"I think the idea is that movies are ungodly costly to make"
This is the part that needs to change. Movies used to be disposable entertainment, which is why people could take some risks with them. Now, you're spending a quarter-billion dollars (can that be right?) on something like Avatar so there's no way you can justify doing something, just to see how it might work out.
"and there's so many other things that people spend their downtime on these days (video games, cable TV, porn), therefore ... built-in audience and they don't have to come up with earth-shattering marketing plans to let people know what it's about."
The other side of that is that is that if you're not trying to build an audience of 300,000 people, you also don't need an earth-shattering marketing plan. If you can make a feature film for $100K - and you can, I've worked on a lot of 'em - then you don't have to sell tickets to the entire world, plus have an earth-shattering DVD release and a HappyMeal® toy tie-in, just to break even. You can't afford stars, but then again you're not beholden to stars.
You're not going through endless development intended to do nothing more than blanderize your writing until it's 'safe' to sell to the entire potential movie-going public. 'Once' didn't succeed in spite of being so inexpensively made, it succeeded BECAUSE it was so inexpensively made. It didn't have to make a lot of money to turn a profit, and if it had tanked completely, the loss wouldn't have been so great - so it was safer to take some creative risks, which resulted in a film that did what other, multi-million dollar films simply couldn't do.
We all spend our days or nights writing spec scripts, that no one's ever going to buy. There's just no real market for them anymore, because the people who'd buy them don't want new or different or interesting; they want bland and predictable and ordinary.
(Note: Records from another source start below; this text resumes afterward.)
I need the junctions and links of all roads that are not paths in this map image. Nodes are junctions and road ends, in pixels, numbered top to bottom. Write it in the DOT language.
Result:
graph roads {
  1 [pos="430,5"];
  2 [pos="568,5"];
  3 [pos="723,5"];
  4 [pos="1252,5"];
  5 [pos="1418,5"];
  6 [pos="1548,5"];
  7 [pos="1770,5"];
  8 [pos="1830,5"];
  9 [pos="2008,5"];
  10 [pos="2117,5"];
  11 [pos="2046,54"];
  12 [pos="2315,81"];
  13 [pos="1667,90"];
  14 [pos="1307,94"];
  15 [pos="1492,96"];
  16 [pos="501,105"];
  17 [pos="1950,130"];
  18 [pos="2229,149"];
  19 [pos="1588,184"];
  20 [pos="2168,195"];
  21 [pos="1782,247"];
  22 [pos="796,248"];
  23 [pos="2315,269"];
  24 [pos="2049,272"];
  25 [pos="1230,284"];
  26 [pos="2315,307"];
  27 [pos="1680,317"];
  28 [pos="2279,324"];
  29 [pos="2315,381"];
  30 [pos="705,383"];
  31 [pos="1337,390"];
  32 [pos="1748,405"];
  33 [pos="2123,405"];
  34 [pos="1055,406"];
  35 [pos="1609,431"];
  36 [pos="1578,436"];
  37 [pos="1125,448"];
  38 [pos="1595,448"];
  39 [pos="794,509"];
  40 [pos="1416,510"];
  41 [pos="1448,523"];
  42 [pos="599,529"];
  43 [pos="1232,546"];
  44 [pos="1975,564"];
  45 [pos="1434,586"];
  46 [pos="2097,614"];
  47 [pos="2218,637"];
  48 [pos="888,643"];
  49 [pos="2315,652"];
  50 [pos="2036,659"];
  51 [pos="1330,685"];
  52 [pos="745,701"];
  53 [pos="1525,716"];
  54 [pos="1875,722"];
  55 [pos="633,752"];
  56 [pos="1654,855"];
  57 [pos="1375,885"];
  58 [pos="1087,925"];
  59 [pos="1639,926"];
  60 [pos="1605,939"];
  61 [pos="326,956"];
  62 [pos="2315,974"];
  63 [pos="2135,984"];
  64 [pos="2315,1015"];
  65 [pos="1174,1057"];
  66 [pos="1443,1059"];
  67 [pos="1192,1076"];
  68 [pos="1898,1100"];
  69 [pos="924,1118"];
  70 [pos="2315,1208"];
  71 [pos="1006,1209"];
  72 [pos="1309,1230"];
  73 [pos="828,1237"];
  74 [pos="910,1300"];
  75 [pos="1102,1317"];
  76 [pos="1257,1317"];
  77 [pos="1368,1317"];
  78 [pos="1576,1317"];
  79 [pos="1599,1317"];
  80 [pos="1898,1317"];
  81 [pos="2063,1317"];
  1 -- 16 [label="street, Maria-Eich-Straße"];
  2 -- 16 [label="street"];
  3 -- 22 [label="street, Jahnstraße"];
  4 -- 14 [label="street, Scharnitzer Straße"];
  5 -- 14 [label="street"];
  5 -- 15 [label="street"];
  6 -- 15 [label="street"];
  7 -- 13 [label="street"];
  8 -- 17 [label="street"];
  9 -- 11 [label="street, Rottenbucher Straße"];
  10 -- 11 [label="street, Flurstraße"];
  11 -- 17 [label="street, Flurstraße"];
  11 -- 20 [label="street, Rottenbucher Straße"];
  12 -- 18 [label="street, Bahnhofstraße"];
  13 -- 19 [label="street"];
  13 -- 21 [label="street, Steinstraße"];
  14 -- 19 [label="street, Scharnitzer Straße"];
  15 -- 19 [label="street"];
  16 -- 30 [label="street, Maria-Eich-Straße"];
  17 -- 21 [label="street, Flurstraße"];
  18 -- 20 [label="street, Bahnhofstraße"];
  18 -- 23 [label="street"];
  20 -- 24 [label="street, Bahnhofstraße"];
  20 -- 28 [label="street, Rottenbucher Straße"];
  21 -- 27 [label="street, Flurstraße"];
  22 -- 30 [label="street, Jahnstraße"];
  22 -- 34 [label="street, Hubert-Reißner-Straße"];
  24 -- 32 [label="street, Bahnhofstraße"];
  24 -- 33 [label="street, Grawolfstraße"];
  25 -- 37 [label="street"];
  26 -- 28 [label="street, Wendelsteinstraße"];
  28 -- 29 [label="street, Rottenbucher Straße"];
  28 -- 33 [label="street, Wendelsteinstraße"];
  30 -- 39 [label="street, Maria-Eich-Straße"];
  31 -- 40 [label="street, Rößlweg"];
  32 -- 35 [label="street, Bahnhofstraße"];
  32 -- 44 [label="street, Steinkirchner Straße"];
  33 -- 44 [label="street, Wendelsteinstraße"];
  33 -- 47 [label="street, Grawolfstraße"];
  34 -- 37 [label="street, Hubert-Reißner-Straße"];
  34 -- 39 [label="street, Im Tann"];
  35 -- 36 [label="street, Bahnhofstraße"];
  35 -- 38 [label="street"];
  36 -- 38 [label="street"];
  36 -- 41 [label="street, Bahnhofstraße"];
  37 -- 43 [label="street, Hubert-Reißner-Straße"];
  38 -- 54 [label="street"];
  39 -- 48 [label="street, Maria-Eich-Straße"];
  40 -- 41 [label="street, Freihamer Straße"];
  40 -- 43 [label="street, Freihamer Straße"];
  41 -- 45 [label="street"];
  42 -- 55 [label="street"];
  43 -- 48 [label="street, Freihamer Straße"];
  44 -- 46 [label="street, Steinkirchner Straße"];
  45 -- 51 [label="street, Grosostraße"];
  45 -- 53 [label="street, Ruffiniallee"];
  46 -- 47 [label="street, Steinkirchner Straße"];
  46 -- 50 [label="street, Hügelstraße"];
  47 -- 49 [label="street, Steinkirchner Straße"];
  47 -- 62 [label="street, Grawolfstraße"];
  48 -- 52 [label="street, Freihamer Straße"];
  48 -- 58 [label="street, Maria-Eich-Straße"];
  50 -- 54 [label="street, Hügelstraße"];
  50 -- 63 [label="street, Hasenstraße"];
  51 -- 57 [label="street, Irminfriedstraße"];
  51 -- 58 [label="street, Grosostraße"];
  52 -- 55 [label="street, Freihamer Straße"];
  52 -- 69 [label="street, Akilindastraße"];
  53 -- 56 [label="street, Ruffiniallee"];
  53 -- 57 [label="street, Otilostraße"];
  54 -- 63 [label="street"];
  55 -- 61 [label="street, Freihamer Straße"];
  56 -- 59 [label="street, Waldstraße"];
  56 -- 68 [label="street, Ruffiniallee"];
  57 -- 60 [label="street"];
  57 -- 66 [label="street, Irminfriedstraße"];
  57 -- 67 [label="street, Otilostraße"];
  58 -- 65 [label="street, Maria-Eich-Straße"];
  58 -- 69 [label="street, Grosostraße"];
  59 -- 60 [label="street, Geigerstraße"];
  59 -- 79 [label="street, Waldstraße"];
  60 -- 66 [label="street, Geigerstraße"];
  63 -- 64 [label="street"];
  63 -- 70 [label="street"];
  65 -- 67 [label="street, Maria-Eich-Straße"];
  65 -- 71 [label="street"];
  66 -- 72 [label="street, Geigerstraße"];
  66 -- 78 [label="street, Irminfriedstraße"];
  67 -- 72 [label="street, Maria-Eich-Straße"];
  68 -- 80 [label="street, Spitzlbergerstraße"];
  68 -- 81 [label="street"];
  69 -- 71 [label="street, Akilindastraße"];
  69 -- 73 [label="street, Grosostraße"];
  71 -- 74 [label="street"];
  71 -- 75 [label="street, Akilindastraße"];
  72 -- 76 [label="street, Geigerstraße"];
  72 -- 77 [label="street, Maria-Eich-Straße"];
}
Ovum could make one of her scripts into a movie, if she wanted to - raise the money, hire the director and crew, produce the thing herself, and release it as the finished product she wants - not as some watered- down version that's been tweaked according to notes from Jimmy "JJ" "Kid Dy-No-Mite!" Walker and his 'people.' Trouble is, most of the folks who try this approach - and I've worked on a lot of 'em - haven't taken the opportunity to express any kind of personal vision, but have just tried to make cheaper versions of the bland, predictable, and ordinary that H'wood does so well.
If we want better movies, we have to make them, and support them when others make them.